Copy time = 822.298 seconds. CPU (20.020%) Sun May 16 12:43:28 2021
Removed temp2 file "P:\\plot-k32-2021-05-15-14-39-32d8e08543b5b5d9f2b39dd8ed1cd14dfcfefc01d39930dc66ff51701334dbba.plot.2.tmp"? 1
Renamed final file from "Z:\\plot-k32-2021-05-15-14-39-32d8e08543b5b5d9f2b39dd8ed1cd14dfcfefc01d39930dc66ff51701334dbba.plot.2.tmp" to "Z:\\plot-k32-2021-05-15-14-39-32d8e08543b5b5d9f2b39dd8ed1cd14dfcfefc01d39930dc66ff51701334dbba.plot"
2021-05-16T12:43:41.634  chia.plotting.create_plots       : INFO     Memo: 8187a83d420b70d318ebb5296d8e7ca96a6e39cb43bfc01c9b9f77c9c4a98dc645c87e567bfc556169c9f265ef16ff03aa355a6e9a135465fa169a55960fff2584fb42ce6c882c5060ab1805fe314227832aa811a4c79f5f70d401a42f2b69b26ed7352007ed27db70533eb891c665ef4b9da26d18eaec1c2f126a0757e18125

how long does a single plot run by itself take?
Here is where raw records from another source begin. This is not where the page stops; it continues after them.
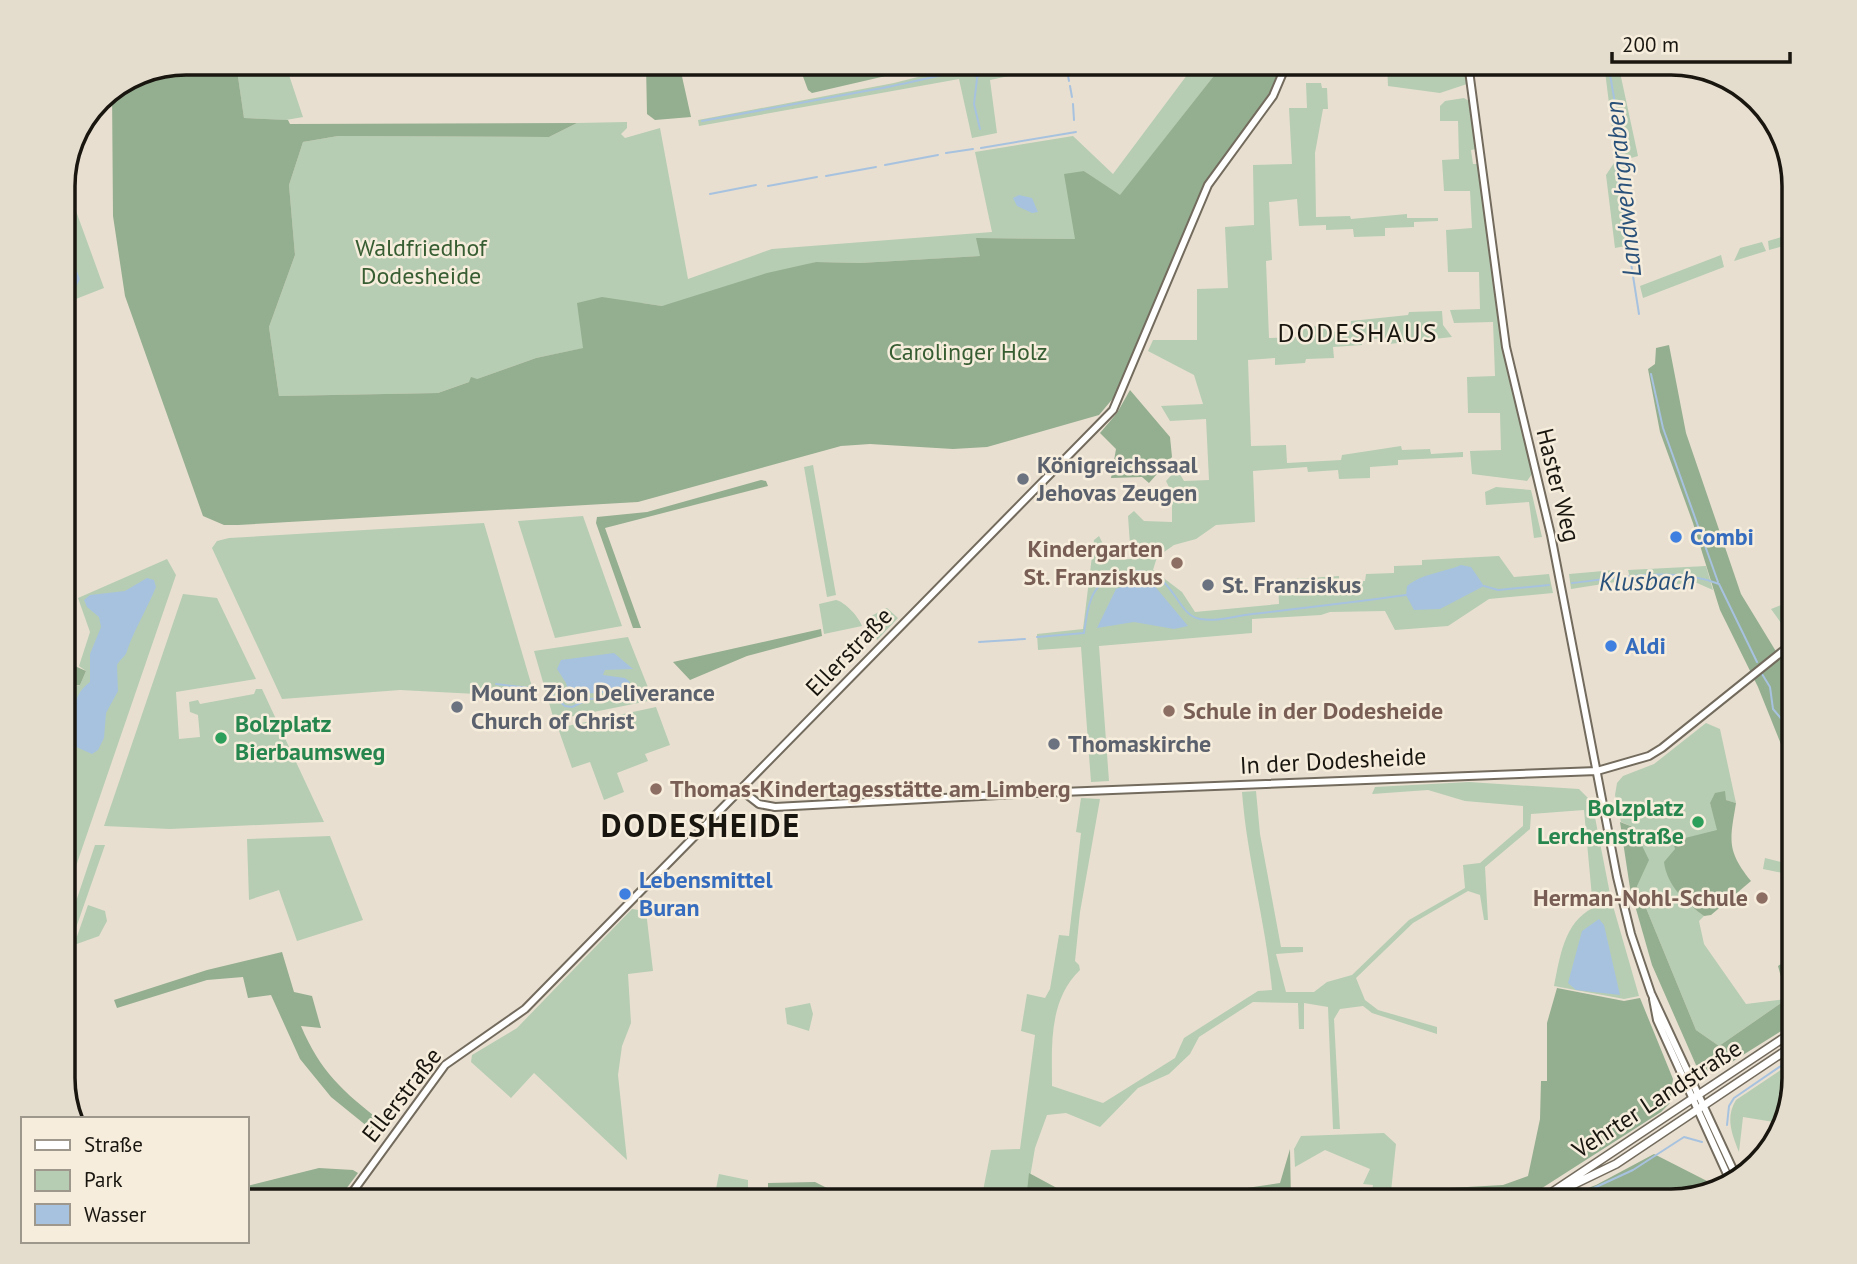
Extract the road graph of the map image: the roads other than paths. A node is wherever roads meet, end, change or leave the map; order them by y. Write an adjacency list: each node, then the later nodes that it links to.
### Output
1 (1282, 75): 5 (street, Ellerstraße)
2 (1470, 75): 4 (street, Haster Weg)
3 (1782, 652): 4 (street, In der Dodesheide)
4 (1597, 771): 5 (street, In der Dodesheide); 6 (street, Haster Weg)
5 (741, 790): 15 (street, Ellerstraße)
6 (1651, 993): 9 (street, Haster Weg); 10 (street, Haster Weg)
7 (1782, 1039): 9 (main road, Vehrter Landstraße)
8 (1782, 1053): 11 (main road, Vehrter Landstraße)
9 (1700, 1094): 10 (main road, Vehrter Landstraße); 11 (street, Haster Weg)
10 (1693, 1099): 12 (street, Haster Weg); 16 (main road, Vehrter Landstraße)
11 (1706, 1105): 12 (main road, Vehrter Landstraße); 13 (street, Haster Weg)
12 (1698, 1110): 14 (street, Haster Weg); 17 (main road, Vehrter Landstraße)
13 (1733, 1169)
14 (1727, 1173)
15 (355, 1189)
16 (1556, 1189)
17 (1565, 1189)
A single plot takes about 12 hours to run with cpu clocked at 2.9 ghz on NVMe ssd. Still pretty slow

how are the nvme interfaced to motherboard? pcie 3.0 slot or less? also how are the sata connected with that many they must be daisy chained somewhere.
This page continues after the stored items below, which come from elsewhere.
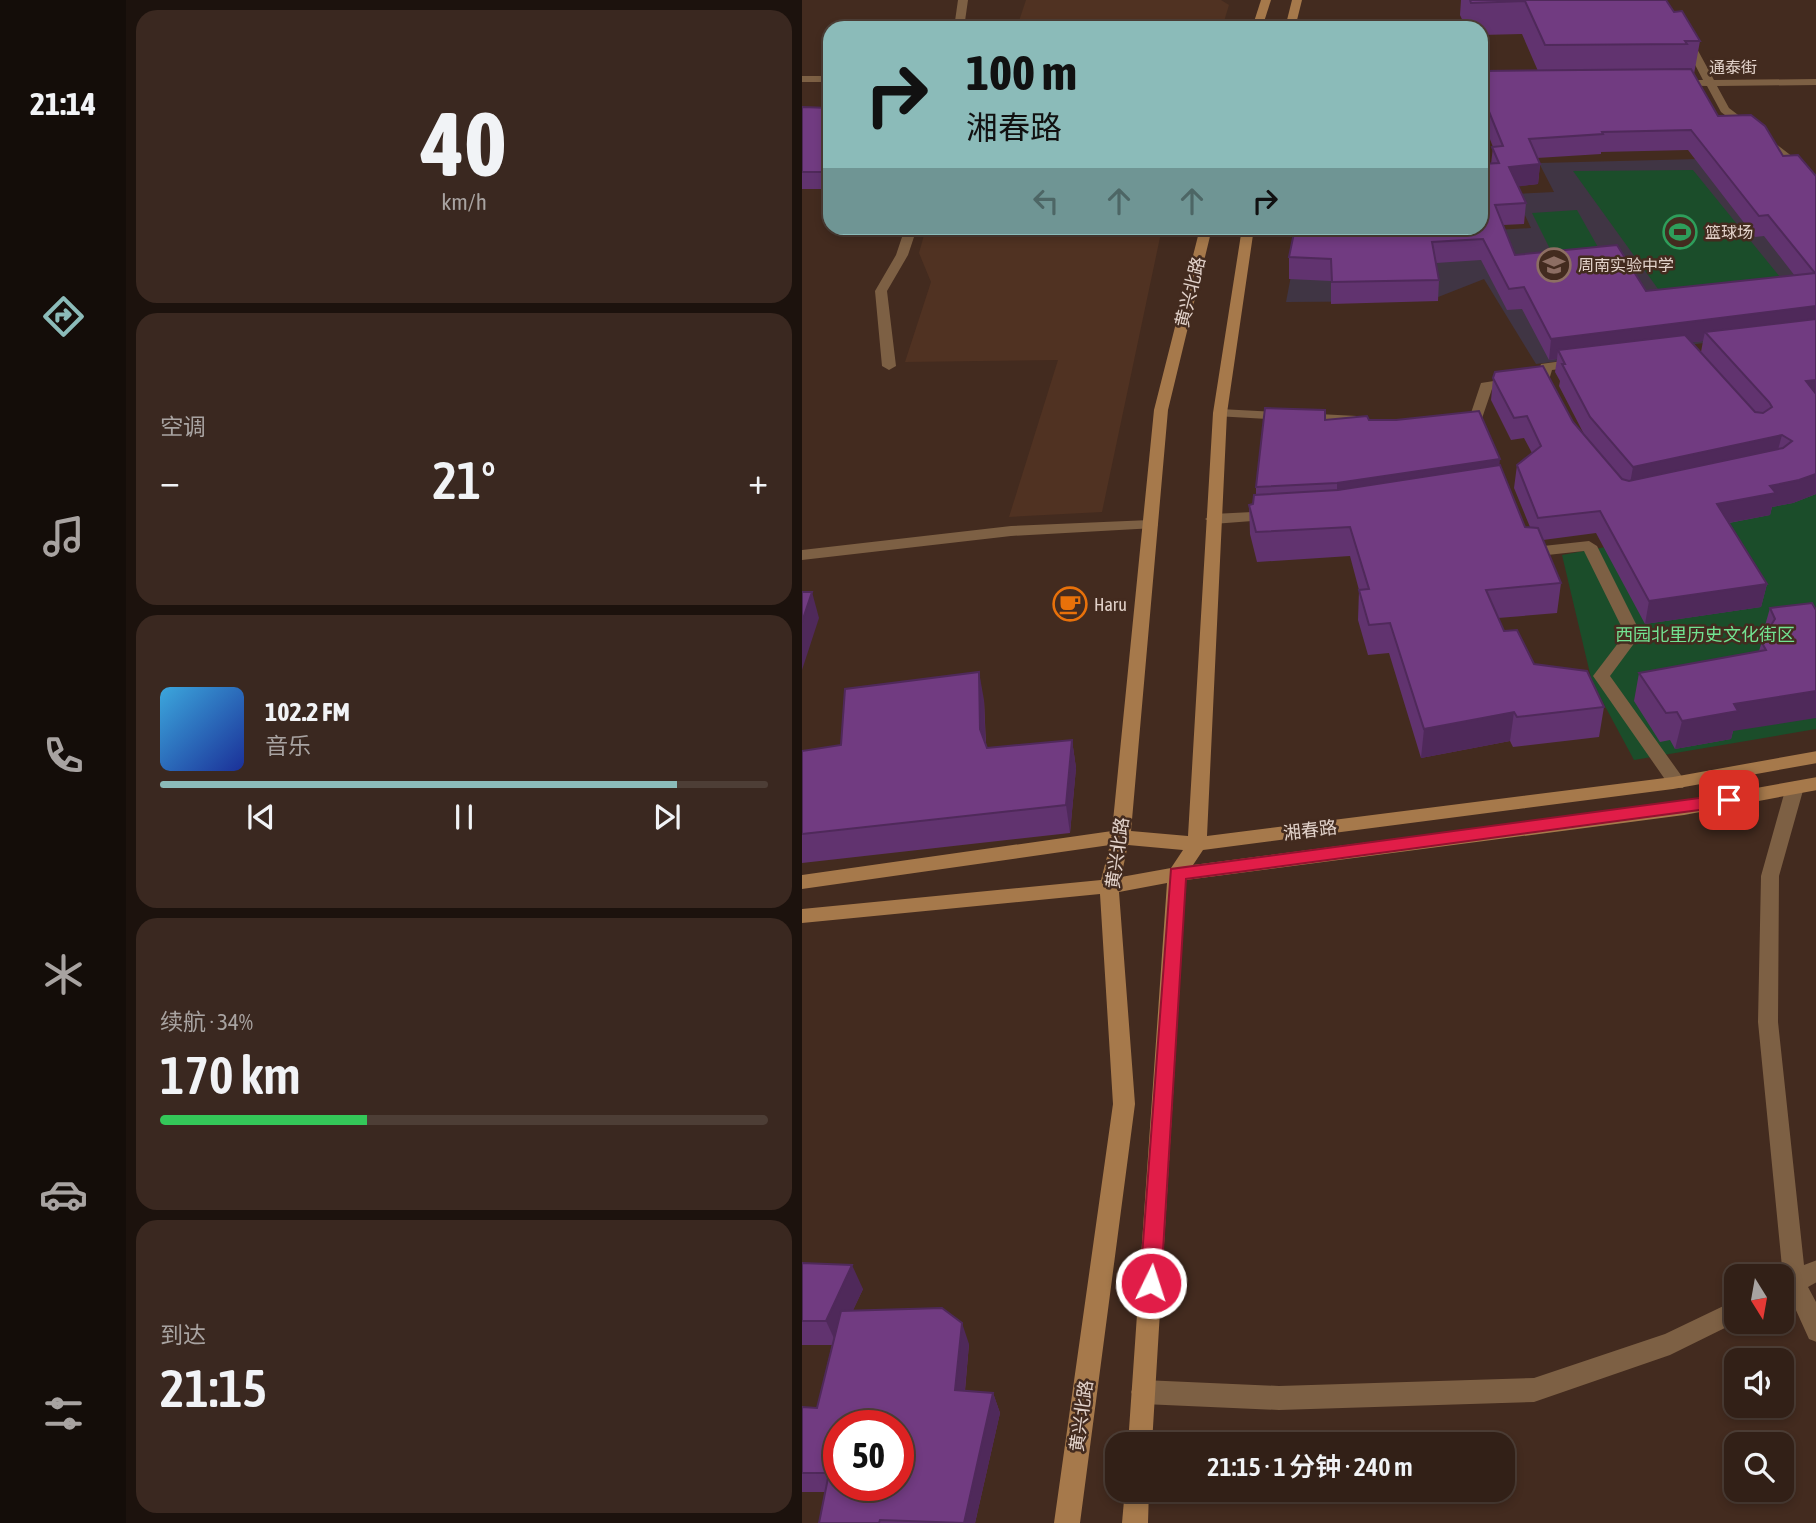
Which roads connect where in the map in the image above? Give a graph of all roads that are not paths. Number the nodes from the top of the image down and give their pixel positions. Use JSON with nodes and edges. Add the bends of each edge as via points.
{"nodes":[{"id":1,"x":963,"y":0,"type":"edge"},
{"id":2,"x":1266,"y":0,"type":"edge"},
{"id":3,"x":1297,"y":0,"type":"edge"},
{"id":4,"x":960,"y":21,"type":"edge"},
{"id":5,"x":1259,"y":21,"type":"edge"},
{"id":6,"x":1292,"y":21,"type":"edge"},
{"id":7,"x":1679,"y":31,"type":"edge"},
{"id":8,"x":802,"y":79,"type":"edge"},
{"id":9,"x":823,"y":79,"type":"edge"},
{"id":10,"x":1711,"y":82,"type":"junction"},
{"id":11,"x":1816,"y":82,"type":"edge"},
{"id":12,"x":1670,"y":83,"type":"edge"},
{"id":13,"x":1816,"y":188,"type":"edge"},
{"id":14,"x":909,"y":235,"type":"edge"},
{"id":15,"x":1204,"y":235,"type":"edge"},
{"id":16,"x":1247,"y":235,"type":"edge"},
{"id":17,"x":1596,"y":360,"type":"edge"},
{"id":18,"x":889,"y":366,"type":"dead end"},
{"id":19,"x":1220,"y":413,"type":"junction"},
{"id":20,"x":1366,"y":421,"type":"edge"},
{"id":21,"x":1446,"y":425,"type":"edge"},
{"id":22,"x":1296,"y":514,"type":"edge"},
{"id":23,"x":1213,"y":519,"type":"junction"},
{"id":24,"x":1150,"y":525,"type":"junction"},
{"id":25,"x":1521,"y":530,"type":"edge"},
{"id":26,"x":802,"y":555,"type":"edge"},
{"id":27,"x":1816,"y":757,"type":"edge"},
{"id":28,"x":1677,"y":783,"type":"junction"},
{"id":29,"x":1816,"y":783,"type":"edge"},
{"id":30,"x":1795,"y":787,"type":"junction"},
{"id":31,"x":1121,"y":836,"type":"junction"},
{"id":32,"x":1197,"y":844,"type":"junction"},
{"id":33,"x":1177,"y":874,"type":"junction"},
{"id":34,"x":802,"y":882,"type":"edge"},
{"id":35,"x":1109,"y":886,"type":"junction"},
{"id":36,"x":802,"y":916,"type":"edge"},
{"id":37,"x":1786,"y":1264,"type":"edge"},
{"id":38,"x":1816,"y":1270,"type":"edge"},
{"id":39,"x":1794,"y":1283,"type":"edge"},
{"id":40,"x":1794,"y":1296,"type":"edge"},
{"id":41,"x":1724,"y":1317,"type":"edge"},
{"id":42,"x":1816,"y":1331,"type":"edge"},
{"id":43,"x":1143,"y":1391,"type":"junction"},
{"id":44,"x":1141,"y":1432,"type":"edge"},
{"id":45,"x":1136,"y":1502,"type":"edge"},
{"id":46,"x":1067,"y":1523,"type":"edge"},
{"id":47,"x":1135,"y":1523,"type":"edge"}],
"edges":[{"from":1,"to":4,"type":"street"},
{"from":2,"to":5,"type":"main road"},
{"from":3,"to":6,"type":"main road"},
{"from":7,"to":10,"type":"street"},
{"from":8,"to":9,"type":"street"},
{"from":10,"to":11,"type":"street","name":"通泰街"},
{"from":10,"to":12,"type":"street","name":"通泰街"},
{"from":10,"to":13,"type":"street","via":[[1725,110],[1802,169]]},
{"from":14,"to":18,"type":"street","via":[[881,291]]},
{"from":15,"to":24,"type":"main road","name":"黄兴北路","via":[[1161,410]]},
{"from":16,"to":19,"type":"main road"},
{"from":17,"to":21,"type":"street","via":[[1546,367],[1547,383],[1486,386],[1473,427]]},
{"from":19,"to":20,"type":"street"},
{"from":19,"to":23,"type":"main road"},
{"from":22,"to":23,"type":"street"},
{"from":23,"to":32,"type":"main road"},
{"from":24,"to":26,"type":"street","via":[[1011,531]]},
{"from":24,"to":31,"type":"main road","name":"黄兴北路"},
{"from":25,"to":28,"type":"street","via":[[1529,552],[1589,546],[1633,634],[1601,676]]},
{"from":27,"to":28,"type":"main road","name":"湘春路"},
{"from":28,"to":32,"type":"main road","name":"湘春路"},
{"from":29,"to":30,"type":"main road","name":"湘春路"},
{"from":30,"to":33,"type":"main road","name":"湘春路","via":[[1684,808]]},
{"from":30,"to":37,"type":"street","via":[[1770,876],[1768,1022]]},
{"from":31,"to":32,"type":"main road","name":"湘春路"},
{"from":31,"to":34,"type":"main road","name":"湘春路"},
{"from":31,"to":35,"type":"main road","name":"黄兴北路"},
{"from":32,"to":33,"type":"main road"},
{"from":33,"to":35,"type":"main road","name":"湘春路"},
{"from":33,"to":43,"type":"main road"},
{"from":35,"to":36,"type":"main road","name":"湘春路"},
{"from":35,"to":46,"type":"main road","name":"黄兴北路","via":[[1124,1104]]},
{"from":38,"to":39,"type":"street"},
{"from":40,"to":42,"type":"street"},
{"from":41,"to":43,"type":"street","via":[[1670,1344],[1534,1390],[1279,1398]]},
{"from":43,"to":44,"type":"main road"},
{"from":45,"to":47,"type":"main road"}]}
12 hours for 1 nvme by itself is slow but if its in an older pcie port that may slow it some what.

Are you staggering starts or hitting go on all at once?

Also where are they all going to the same HDD? that will hold them up too.
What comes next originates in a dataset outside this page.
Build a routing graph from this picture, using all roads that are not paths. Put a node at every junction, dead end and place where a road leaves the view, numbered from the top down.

yes I’m staggering at 15 minutes each. It’s a 12 Gbps SAS riser that connects to 26 2.5 inch bays. I’ve tested each NVMe ssd and they all do 3.5GB/s sequential without problem. They are connected via an NVMe to pcie 3.0 adapter. However when running all plots parallel the entire system IO is like 1-1.5GB/s total across all disks, it’s like the system is not even trying. Let me include some screenshots.

also what brand nvme? from what people have been saying some get throttled with longer write speeds over a few minutes, dropping to sata speeds basically, and thats about the right time your getting. plus what’s the temp? maybe that could be an issue too some have found.

If I understand PCIe lanes correctly, even with a single PCIe 3.0 1x I should be getting I/O higher than a few hundred megabytes per second?

yeah i think so your at sata or less speeds there.

12 hours for a sata ssd is what i would expect, so thats the hang up your nvme ssd is underperforming by a huge margin

Any solution to this?

only other thing other than changing nvme brand is trying longer start times further apart to see if improvements can be made on total plots in 24 hours to limit bottlenecks.

These NVMe’s are tested to run at 3.5 GB/s each without problem. I think the ssd’s themselves are fine, but maybe the daisychain problem you were referring to?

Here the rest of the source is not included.